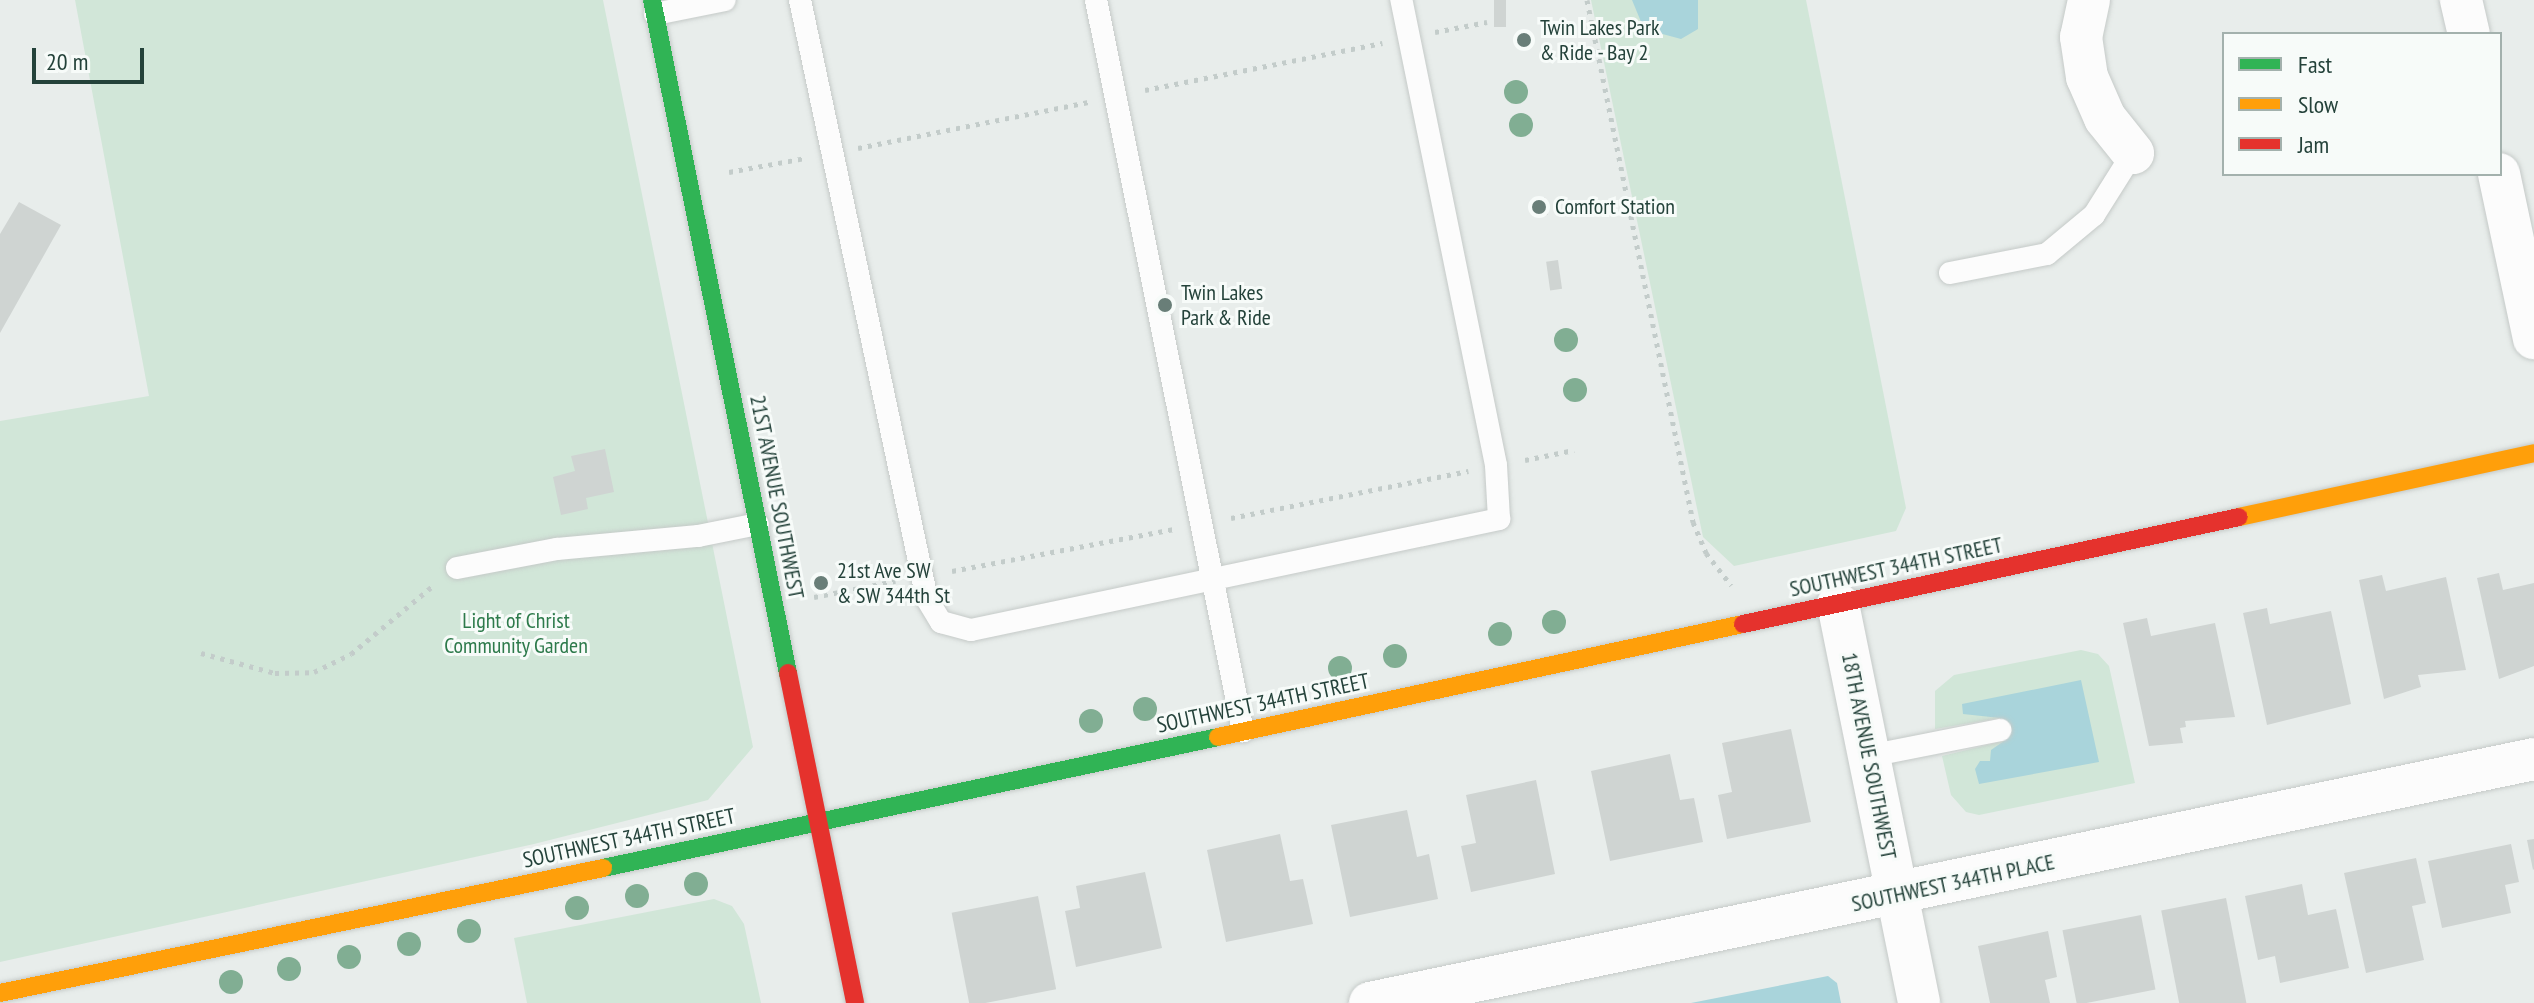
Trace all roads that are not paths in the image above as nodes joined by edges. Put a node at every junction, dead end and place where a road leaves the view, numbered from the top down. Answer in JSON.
{"nodes":[{"id":1,"x":725,"y":0,"type":"edge"},
{"id":2,"x":800,"y":0,"type":"edge"},
{"id":3,"x":1096,"y":0,"type":"edge"},
{"id":4,"x":1401,"y":0,"type":"edge"},
{"id":5,"x":2461,"y":0,"type":"edge"},
{"id":6,"x":2083,"y":3,"type":"edge"},
{"id":7,"x":653,"y":7,"type":"edge"},
{"id":8,"x":2469,"y":32,"type":"edge"},
{"id":9,"x":2133,"y":153,"type":"joint"},
{"id":10,"x":2499,"y":176,"type":"edge"},
{"id":11,"x":1950,"y":273,"type":"dead end"},
{"id":12,"x":2534,"y":338,"type":"edge"},
{"id":13,"x":2534,"y":453,"type":"edge"},
{"id":14,"x":758,"y":524,"type":"junction"},
{"id":15,"x":457,"y":568,"type":"road end"},
{"id":16,"x":1215,"y":580,"type":"junction"},
{"id":17,"x":1838,"y":604,"type":"junction"},
{"id":18,"x":2000,"y":730,"type":"dead end"},
{"id":19,"x":1243,"y":731,"type":"junction"},
{"id":20,"x":1869,"y":756,"type":"junction"},
{"id":21,"x":2534,"y":759,"type":"edge"},
{"id":22,"x":819,"y":823,"type":"junction"},
{"id":23,"x":1897,"y":896,"type":"junction"},
{"id":24,"x":0,"y":993,"type":"edge"},
{"id":25,"x":855,"y":1003,"type":"edge"},
{"id":26,"x":1370,"y":1003,"type":"edge"},
{"id":27,"x":1919,"y":1003,"type":"edge"}],
"edges":[{"from":1,"to":7,"type":"lane"},
{"from":2,"to":16,"type":"lane"},
{"from":3,"to":16,"type":"lane"},
{"from":4,"to":16,"type":"lane"},
{"from":5,"to":8,"type":"street"},
{"from":6,"to":9,"type":"street"},
{"from":7,"to":14,"type":"street","name":"21ST AVENUE SOUTHWEST"},
{"from":9,"to":11,"type":"lane"},
{"from":10,"to":12,"type":"street"},
{"from":13,"to":17,"type":"street","name":"SOUTHWEST 344TH STREET"},
{"from":14,"to":15,"type":"lane"},
{"from":14,"to":22,"type":"street","name":"21ST AVENUE SOUTHWEST"},
{"from":16,"to":19,"type":"lane"},
{"from":17,"to":19,"type":"street","name":"SOUTHWEST 344TH STREET"},
{"from":17,"to":20,"type":"street","name":"18TH AVENUE SOUTHWEST"},
{"from":18,"to":20,"type":"lane"},
{"from":19,"to":22,"type":"street","name":"SOUTHWEST 344TH STREET"},
{"from":20,"to":23,"type":"street","name":"18TH AVENUE SOUTHWEST"},
{"from":21,"to":23,"type":"street","name":"SOUTHWEST 344TH PLACE"},
{"from":22,"to":24,"type":"street","name":"SOUTHWEST 344TH STREET"},
{"from":22,"to":25,"type":"street","name":"21ST AVENUE SOUTHWEST"},
{"from":23,"to":26,"type":"street","name":"SOUTHWEST 344TH PLACE"},
{"from":23,"to":27,"type":"street","name":"18TH AVENUE SOUTHWEST"}]}
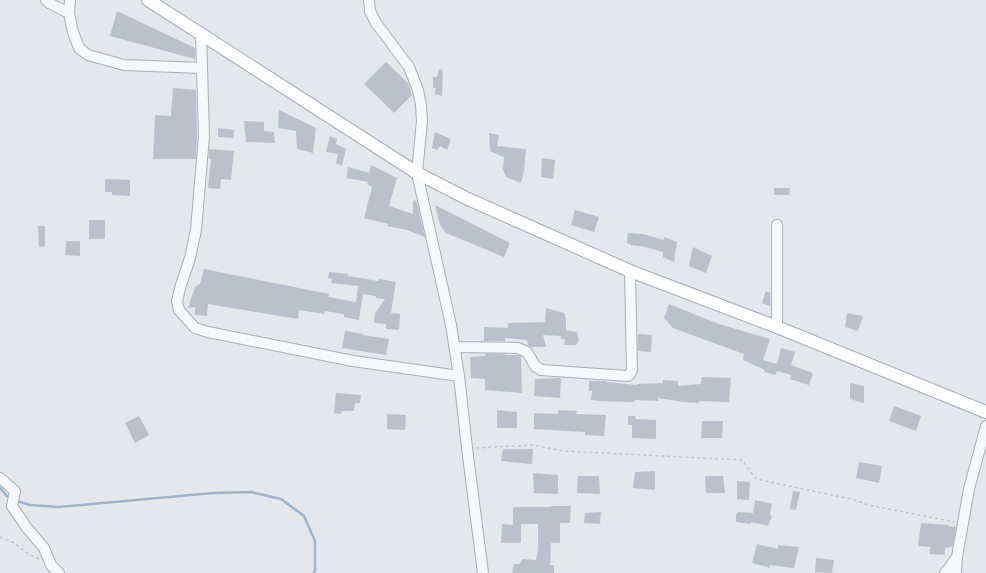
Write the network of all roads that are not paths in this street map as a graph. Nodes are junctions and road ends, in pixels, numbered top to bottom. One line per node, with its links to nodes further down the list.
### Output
1 (46, 0): 5 (street)
2 (70, 0): 5 (street)
3 (148, 0): 6 (main road)
4 (369, 0): 8 (street)
5 (69, 13): 7 (street)
6 (201, 34): 7 (street); 8 (main road)
7 (202, 68): 13 (street)
8 (417, 173): 10 (main road); 12 (street)
9 (777, 225): 11 (street)
10 (630, 271): 11 (main road); 12 (street)
11 (777, 327): 14 (main road)
12 (455, 348): 13 (street)
13 (459, 376): 19 (street)
14 (986, 412)
15 (986, 426): 17 (street)
16 (0, 478): 18 (street)
17 (957, 557): 20 (street); 21 (street)
18 (58, 573)
19 (483, 573)
20 (946, 573)
21 (956, 573)

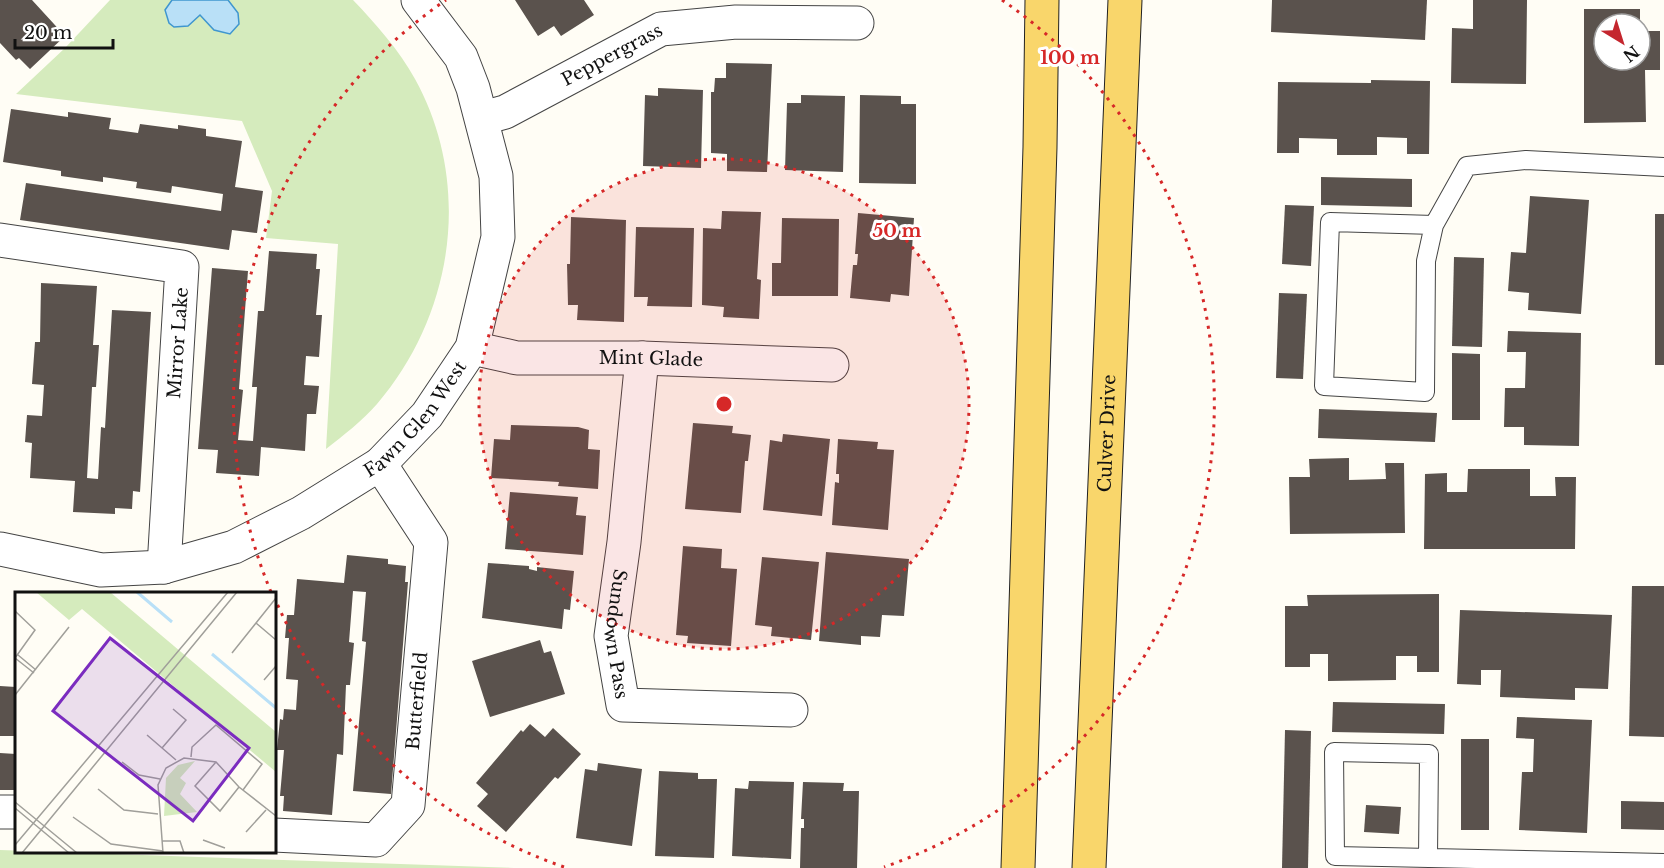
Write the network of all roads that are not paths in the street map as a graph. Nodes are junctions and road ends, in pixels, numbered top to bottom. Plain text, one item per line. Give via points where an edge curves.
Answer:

•••••

▸ Problem description
The entries above are to be reproduced exactly, with the pictures dropped.

▸ Answer for the task
Trace all roads that are not paths in the image above as nodes joined by edges. Put a node at every junction, dead end and place where a road leaves the view, numbered from the top down. Answer in JSON.
{"nodes":[{"id":1,"x":725,"y":0,"type":"edge"},
{"id":2,"x":800,"y":0,"type":"edge"},
{"id":3,"x":1096,"y":0,"type":"edge"},
{"id":4,"x":1401,"y":0,"type":"edge"},
{"id":5,"x":2461,"y":0,"type":"edge"},
{"id":6,"x":2083,"y":3,"type":"edge"},
{"id":7,"x":653,"y":7,"type":"edge"},
{"id":8,"x":2469,"y":32,"type":"edge"},
{"id":9,"x":2133,"y":153,"type":"joint"},
{"id":10,"x":2499,"y":176,"type":"edge"},
{"id":11,"x":1950,"y":273,"type":"dead end"},
{"id":12,"x":2534,"y":338,"type":"edge"},
{"id":13,"x":2534,"y":453,"type":"edge"},
{"id":14,"x":758,"y":524,"type":"junction"},
{"id":15,"x":457,"y":568,"type":"road end"},
{"id":16,"x":1215,"y":580,"type":"junction"},
{"id":17,"x":1838,"y":604,"type":"junction"},
{"id":18,"x":2000,"y":730,"type":"dead end"},
{"id":19,"x":1243,"y":731,"type":"junction"},
{"id":20,"x":1869,"y":756,"type":"junction"},
{"id":21,"x":2534,"y":759,"type":"edge"},
{"id":22,"x":819,"y":823,"type":"junction"},
{"id":23,"x":1897,"y":896,"type":"junction"},
{"id":24,"x":0,"y":993,"type":"edge"},
{"id":25,"x":855,"y":1003,"type":"edge"},
{"id":26,"x":1370,"y":1003,"type":"edge"},
{"id":27,"x":1919,"y":1003,"type":"edge"}],
"edges":[{"from":1,"to":7,"type":"lane"},
{"from":2,"to":16,"type":"lane"},
{"from":3,"to":16,"type":"lane"},
{"from":4,"to":16,"type":"lane"},
{"from":5,"to":8,"type":"street"},
{"from":6,"to":9,"type":"street"},
{"from":7,"to":14,"type":"street","name":"21ST AVENUE SOUTHWEST"},
{"from":9,"to":11,"type":"lane"},
{"from":10,"to":12,"type":"street"},
{"from":13,"to":17,"type":"street","name":"SOUTHWEST 344TH STREET"},
{"from":14,"to":15,"type":"lane"},
{"from":14,"to":22,"type":"street","name":"21ST AVENUE SOUTHWEST"},
{"from":16,"to":19,"type":"lane"},
{"from":17,"to":19,"type":"street","name":"SOUTHWEST 344TH STREET"},
{"from":17,"to":20,"type":"street","name":"18TH AVENUE SOUTHWEST"},
{"from":18,"to":20,"type":"lane"},
{"from":19,"to":22,"type":"street","name":"SOUTHWEST 344TH STREET"},
{"from":20,"to":23,"type":"street","name":"18TH AVENUE SOUTHWEST"},
{"from":21,"to":23,"type":"street","name":"SOUTHWEST 344TH PLACE"},
{"from":22,"to":24,"type":"street","name":"SOUTHWEST 344TH STREET"},
{"from":22,"to":25,"type":"street","name":"21ST AVENUE SOUTHWEST"},
{"from":23,"to":26,"type":"street","name":"SOUTHWEST 344TH PLACE"},
{"from":23,"to":27,"type":"street","name":"18TH AVENUE SOUTHWEST"}]}
Write the network of all roads that are not paths in this street map as a graph. Nodes are junctions and road ends, in pixels, numbered top to bottom. One line per node, with its links to nodes further down the list.
### Output
1 (46, 0): 5 (street)
2 (70, 0): 5 (street)
3 (148, 0): 6 (main road)
4 (369, 0): 8 (street)
5 (69, 13): 7 (street)
6 (201, 34): 7 (street); 8 (main road)
7 (202, 68): 13 (street)
8 (417, 173): 10 (main road); 12 (street)
9 (777, 225): 11 (street)
10 (630, 271): 11 (main road); 12 (street)
11 (777, 327): 14 (main road)
12 (455, 348): 13 (street)
13 (459, 376): 19 (street)
14 (986, 412)
15 (986, 426): 17 (street)
16 (0, 478): 18 (street)
17 (957, 557): 20 (street); 21 (street)
18 (58, 573)
19 (483, 573)
20 (946, 573)
21 (956, 573)

Write the network of all roads that are not paths in the street map as a graph. Nodes are junctions and road ends, in pixels, numbered top to bottom. Plain text, one item per line. Give via points where an edge curves.
Answer:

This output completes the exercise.